YEAR ENDED DECEMBER 31, 2001

OVERVIEW

Our 2001 plan was to advance our short, medium and long-term objectives towards
our overall goal of creating a diversified global energy company focused on
three growth strategies: conventional E&P, EOR projects on a production-sharing
basis with national petroleum companies, and production of cleaner burning fuels
from natural gas using proven GTL technology.

Our short-term objective to secure cash flow was advanced through our activities
at our South Midway Sunset in California and Spraberry in west Texas as well as
the submission of our development plan in our EOR project at Dagang in China.
Our 2001 U.S. production increased almost 8 fold over 2000 to 232,600 Boe. Net
revenues from our U.S. projects increased to $5.1 million from $851,000 the
previous year. Our 2001 China pilot production increased 61% to 165,600 barrels
of oil with net revenue increasing $1.1 million to $4 million. Our operating
results however, suffered from the decline in oil and gas prices in the second
half of 2001. In the U.S. these declines necessitated a provision for impairment
of capitalized costs of $14 million and reduced our net revenue to $1.1 million
in the fourth quarter compared to $1.5 million in the previous quarter. In China
the fourth quarter decline in net revenue was less dramatic due to the impact of
three month averaging of our oil prices. However, on application of U.S. GAAP at
year-end an impairment provision of $10 million on the carrying value of our
China properties was necessary

Our medium-term objective to explore for deep gas in the San Joaquin Basin in
California and the Bossier gas sands in east Texas was advanced with the spud of
our Northwest Lost Hills 1-22 well in California in August, and the commencement
of drilling of our initial 2 wells at Bossier.
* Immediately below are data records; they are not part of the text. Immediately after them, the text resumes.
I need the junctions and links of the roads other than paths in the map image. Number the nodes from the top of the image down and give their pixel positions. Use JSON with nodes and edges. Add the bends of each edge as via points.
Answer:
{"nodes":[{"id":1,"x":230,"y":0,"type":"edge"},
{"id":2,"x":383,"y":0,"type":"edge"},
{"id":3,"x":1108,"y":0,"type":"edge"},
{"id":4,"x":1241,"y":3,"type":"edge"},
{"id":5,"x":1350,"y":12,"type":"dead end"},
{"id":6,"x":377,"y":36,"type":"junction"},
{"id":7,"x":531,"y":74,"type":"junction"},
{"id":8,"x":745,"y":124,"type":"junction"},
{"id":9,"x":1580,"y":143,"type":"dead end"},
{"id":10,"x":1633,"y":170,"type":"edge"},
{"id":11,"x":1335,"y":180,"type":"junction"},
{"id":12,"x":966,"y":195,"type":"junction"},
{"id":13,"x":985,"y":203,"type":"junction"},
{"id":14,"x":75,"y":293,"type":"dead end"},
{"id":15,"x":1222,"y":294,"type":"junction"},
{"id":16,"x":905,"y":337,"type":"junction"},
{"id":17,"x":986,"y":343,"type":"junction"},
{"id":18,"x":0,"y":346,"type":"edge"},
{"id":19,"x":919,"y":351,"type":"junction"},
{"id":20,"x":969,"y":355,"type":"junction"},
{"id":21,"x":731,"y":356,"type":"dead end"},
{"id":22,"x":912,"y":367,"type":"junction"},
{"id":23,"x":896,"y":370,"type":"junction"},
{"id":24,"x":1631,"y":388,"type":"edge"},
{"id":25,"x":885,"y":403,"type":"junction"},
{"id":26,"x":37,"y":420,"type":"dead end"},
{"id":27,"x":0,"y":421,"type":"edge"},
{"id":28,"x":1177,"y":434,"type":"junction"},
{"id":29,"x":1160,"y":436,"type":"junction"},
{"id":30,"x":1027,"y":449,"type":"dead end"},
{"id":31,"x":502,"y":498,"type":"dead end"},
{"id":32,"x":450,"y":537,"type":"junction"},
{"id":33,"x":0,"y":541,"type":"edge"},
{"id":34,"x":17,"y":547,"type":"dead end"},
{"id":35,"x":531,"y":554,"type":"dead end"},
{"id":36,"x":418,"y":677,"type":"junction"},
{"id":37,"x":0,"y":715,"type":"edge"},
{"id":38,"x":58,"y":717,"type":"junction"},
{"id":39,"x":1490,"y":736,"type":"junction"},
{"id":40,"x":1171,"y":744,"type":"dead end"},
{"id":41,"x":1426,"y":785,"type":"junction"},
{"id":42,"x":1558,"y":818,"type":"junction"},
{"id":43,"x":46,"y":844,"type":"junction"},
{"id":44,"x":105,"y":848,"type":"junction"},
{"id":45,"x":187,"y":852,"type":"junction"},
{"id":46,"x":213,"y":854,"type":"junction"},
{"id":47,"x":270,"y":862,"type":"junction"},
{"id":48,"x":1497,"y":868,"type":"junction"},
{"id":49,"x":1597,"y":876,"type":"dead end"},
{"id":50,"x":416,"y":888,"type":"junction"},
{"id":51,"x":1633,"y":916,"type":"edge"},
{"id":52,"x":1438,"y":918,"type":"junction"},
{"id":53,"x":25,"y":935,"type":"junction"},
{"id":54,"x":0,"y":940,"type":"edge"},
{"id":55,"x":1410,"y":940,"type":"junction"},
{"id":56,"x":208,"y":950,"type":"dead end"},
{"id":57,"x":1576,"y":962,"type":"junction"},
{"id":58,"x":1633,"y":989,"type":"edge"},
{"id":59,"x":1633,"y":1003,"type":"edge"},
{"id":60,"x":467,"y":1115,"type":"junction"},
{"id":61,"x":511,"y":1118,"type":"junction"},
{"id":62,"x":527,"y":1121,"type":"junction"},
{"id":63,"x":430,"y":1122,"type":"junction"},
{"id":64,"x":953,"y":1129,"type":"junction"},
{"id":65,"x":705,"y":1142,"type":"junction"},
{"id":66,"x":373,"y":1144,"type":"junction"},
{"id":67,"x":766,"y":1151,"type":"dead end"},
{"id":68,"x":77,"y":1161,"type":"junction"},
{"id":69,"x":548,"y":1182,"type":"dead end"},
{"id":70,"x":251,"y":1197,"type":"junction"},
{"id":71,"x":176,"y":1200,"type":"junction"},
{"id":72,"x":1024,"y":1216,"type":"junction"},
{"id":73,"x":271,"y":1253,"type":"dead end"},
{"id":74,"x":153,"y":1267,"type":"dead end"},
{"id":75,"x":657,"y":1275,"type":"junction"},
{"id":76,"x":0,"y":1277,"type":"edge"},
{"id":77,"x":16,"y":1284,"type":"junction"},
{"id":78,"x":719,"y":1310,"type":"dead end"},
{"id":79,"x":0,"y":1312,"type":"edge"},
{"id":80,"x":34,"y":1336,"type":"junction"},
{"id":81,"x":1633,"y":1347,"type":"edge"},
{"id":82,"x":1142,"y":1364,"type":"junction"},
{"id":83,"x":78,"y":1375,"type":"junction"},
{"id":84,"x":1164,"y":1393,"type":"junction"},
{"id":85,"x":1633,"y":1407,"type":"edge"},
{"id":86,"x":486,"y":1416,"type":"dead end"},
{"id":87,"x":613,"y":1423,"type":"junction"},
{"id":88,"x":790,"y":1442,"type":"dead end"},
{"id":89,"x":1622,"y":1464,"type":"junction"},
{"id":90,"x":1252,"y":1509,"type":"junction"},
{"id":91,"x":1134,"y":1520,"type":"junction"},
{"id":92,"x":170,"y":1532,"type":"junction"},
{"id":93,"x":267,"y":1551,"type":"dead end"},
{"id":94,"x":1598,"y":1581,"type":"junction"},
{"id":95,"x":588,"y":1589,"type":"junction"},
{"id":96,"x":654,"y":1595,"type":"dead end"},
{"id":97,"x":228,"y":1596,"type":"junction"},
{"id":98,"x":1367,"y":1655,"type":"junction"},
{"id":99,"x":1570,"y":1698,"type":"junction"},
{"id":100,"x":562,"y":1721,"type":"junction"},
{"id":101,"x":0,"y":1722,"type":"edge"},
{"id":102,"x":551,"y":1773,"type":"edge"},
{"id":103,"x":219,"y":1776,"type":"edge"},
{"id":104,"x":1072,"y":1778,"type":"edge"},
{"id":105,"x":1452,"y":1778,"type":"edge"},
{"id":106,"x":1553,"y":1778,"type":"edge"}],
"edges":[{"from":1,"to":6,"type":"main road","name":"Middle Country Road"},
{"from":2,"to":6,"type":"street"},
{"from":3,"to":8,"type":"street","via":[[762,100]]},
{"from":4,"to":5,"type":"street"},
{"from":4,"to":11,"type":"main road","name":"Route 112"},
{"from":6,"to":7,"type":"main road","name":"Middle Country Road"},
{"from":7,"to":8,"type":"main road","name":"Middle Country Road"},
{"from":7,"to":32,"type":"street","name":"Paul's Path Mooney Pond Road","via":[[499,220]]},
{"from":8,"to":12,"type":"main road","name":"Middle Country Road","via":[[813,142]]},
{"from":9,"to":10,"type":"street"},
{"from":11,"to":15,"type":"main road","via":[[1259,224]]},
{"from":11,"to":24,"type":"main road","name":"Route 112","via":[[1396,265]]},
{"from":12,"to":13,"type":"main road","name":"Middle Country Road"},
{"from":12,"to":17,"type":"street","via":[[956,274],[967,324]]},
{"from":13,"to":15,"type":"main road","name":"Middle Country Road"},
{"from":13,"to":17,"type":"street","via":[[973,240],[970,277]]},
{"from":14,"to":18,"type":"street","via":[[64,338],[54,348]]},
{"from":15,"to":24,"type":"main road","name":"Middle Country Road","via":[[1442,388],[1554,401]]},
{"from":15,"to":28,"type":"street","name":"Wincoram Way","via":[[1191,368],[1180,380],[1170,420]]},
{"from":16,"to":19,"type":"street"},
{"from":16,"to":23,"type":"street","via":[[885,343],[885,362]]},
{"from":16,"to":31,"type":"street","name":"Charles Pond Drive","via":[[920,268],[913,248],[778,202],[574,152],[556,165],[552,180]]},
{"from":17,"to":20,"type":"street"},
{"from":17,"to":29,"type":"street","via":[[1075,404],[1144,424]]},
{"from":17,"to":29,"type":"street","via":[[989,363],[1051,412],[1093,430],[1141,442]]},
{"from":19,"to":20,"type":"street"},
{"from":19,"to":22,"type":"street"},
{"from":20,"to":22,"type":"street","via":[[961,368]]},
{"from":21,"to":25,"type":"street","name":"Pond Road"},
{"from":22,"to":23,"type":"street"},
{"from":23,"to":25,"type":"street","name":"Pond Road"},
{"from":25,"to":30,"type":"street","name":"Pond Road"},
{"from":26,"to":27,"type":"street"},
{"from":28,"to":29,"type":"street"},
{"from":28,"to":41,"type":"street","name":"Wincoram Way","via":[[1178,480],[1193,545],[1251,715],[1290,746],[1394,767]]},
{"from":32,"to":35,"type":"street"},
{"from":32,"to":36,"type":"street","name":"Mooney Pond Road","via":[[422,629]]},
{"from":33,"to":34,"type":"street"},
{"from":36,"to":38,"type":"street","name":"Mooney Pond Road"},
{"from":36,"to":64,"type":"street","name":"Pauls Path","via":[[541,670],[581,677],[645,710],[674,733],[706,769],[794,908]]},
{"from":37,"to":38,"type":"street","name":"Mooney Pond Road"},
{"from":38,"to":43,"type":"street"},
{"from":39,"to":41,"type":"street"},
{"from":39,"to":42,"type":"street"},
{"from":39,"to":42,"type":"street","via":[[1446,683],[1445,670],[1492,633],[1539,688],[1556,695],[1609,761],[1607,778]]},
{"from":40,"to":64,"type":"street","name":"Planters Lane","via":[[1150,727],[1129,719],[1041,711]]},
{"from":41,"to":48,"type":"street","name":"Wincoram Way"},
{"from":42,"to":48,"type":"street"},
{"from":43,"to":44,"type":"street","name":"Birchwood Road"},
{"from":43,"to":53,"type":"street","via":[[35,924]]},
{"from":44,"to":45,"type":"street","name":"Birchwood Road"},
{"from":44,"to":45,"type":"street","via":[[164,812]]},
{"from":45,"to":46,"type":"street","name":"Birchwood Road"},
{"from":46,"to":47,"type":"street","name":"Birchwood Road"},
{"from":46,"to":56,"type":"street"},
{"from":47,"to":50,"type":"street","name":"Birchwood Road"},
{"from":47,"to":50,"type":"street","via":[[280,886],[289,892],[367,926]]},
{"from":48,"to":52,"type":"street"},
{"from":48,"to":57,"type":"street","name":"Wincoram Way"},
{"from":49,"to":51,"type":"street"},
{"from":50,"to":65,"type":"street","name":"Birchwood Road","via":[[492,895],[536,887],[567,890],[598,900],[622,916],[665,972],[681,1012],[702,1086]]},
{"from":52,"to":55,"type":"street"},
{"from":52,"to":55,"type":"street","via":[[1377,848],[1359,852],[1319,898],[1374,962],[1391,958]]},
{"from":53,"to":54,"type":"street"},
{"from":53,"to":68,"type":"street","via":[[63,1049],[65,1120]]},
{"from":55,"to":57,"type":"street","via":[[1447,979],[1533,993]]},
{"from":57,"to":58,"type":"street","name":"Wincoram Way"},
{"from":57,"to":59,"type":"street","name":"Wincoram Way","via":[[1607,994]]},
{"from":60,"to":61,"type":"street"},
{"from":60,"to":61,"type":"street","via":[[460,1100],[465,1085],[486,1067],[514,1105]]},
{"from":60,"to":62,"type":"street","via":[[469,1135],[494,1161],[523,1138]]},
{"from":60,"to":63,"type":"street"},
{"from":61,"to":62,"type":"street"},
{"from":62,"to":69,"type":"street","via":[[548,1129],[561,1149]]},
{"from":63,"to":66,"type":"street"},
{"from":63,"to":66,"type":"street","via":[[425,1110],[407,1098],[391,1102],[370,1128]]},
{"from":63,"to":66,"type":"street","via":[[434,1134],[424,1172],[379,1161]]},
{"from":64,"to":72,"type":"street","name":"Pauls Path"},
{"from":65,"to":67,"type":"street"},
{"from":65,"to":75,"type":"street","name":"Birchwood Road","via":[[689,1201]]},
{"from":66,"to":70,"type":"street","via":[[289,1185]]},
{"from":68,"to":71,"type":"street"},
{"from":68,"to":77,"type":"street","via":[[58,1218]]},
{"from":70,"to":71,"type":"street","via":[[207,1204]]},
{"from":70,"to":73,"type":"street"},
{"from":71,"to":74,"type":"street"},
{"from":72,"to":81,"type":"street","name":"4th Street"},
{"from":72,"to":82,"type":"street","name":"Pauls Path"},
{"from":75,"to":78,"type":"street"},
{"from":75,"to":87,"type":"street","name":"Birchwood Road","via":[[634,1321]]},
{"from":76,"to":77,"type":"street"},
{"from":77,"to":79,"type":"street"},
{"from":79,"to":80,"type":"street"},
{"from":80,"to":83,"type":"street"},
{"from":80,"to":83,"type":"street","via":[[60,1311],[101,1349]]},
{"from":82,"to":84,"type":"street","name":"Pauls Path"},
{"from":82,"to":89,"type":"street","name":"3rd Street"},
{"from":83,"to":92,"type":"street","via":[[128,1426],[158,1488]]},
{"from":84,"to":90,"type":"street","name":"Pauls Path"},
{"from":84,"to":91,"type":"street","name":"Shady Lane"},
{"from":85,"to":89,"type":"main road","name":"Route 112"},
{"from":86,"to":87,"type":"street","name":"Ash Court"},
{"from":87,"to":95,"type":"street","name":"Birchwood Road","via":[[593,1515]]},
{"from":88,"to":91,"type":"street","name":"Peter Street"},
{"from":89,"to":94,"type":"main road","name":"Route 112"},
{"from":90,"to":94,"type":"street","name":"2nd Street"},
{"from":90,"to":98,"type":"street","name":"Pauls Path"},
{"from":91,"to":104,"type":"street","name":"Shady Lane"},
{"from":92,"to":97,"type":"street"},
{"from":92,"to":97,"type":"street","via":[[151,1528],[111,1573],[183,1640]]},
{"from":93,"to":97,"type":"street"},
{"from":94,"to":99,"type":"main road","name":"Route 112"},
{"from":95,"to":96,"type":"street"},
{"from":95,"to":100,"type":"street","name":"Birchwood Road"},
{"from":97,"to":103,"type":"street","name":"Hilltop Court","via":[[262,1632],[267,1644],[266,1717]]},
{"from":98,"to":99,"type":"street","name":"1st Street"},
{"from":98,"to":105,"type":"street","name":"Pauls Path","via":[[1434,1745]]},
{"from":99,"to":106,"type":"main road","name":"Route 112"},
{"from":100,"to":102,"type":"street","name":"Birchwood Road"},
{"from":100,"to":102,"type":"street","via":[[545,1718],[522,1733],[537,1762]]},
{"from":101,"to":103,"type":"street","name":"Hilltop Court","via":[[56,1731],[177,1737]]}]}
In China we

23


identified an opportunity to participate in a major natural gas opportunity in
the Sichuan Basin and secured the exclusive right to negotiate
production-sharing contracts with PetroChina in 3 blocks.

We continue to advance our long-term strategy to become a leader in the
development of GTL projects through negotiations, currently underway, in Qatar
and Egypt to secure the rights to exploit stranded natural gas reserves through
the use of GTL technology. We have also undertaken a number of technical and
marketing studies to assist in evaluating the economic viability of the
prospects.

OPERATIONS

Our net loss for the year was $21.1 million ($0.16 per share) compared to net
income in 2000 of $5.4 million ($0.05 per share). The net change year over year
of $26.5 million is attributable to a $14.0 million write down of our United
States properties under the ceiling test calculation in 2001 and the $12.2
million gain on the sale of our Russian properties recorded in 2000. As more
fully explained in Note 15 to our consolidated financial statements, included in
Item 8 herein, on application of United States GAAP an additional $10 million
write down of our China property and a $5.1 million write-off of capitalized
development costs in connection with our GTL prospects are required. No similar
write-downs are required under Canadian GAAP. Our cash flow from operating
activities for the year ended December 31, 2001 was $2.4 million, up from the
cash flow deficiency from operating activities of $11.8 million we experienced
in 2000. In 2001, we raised $18.2 million through private placements and the
exercise of warrants and incentive stock options ($47.7 million was raised in
2000 from similar sources). In 2001 we invested $40.5 million ($40.8 million in
2000), primarily in exploration and development activities.

PRODUCTION

At our South Midway Sunset field in California we have drilled 31 wells, 29 of
which are producing. We are currently producing approximately 400 net Bbls/d. In
the fourth quarter of 2001 we completed a pilot cyclic steam enhancement
project, which was very successful in more than doubling production rates in the
five wells that were treated. A full-scale cyclic steam project is now being
planned to commence in 2002. South Midway Sunset is primarily designed to
provide us with immediate cash flow from a low risk, low cost development
project with existing infrastructure. We own a 100% working interest and a 93%
net revenue interest in the project. Aera elected not to participate in this
project but receives royalties pursuant to the Aera exploration agreement.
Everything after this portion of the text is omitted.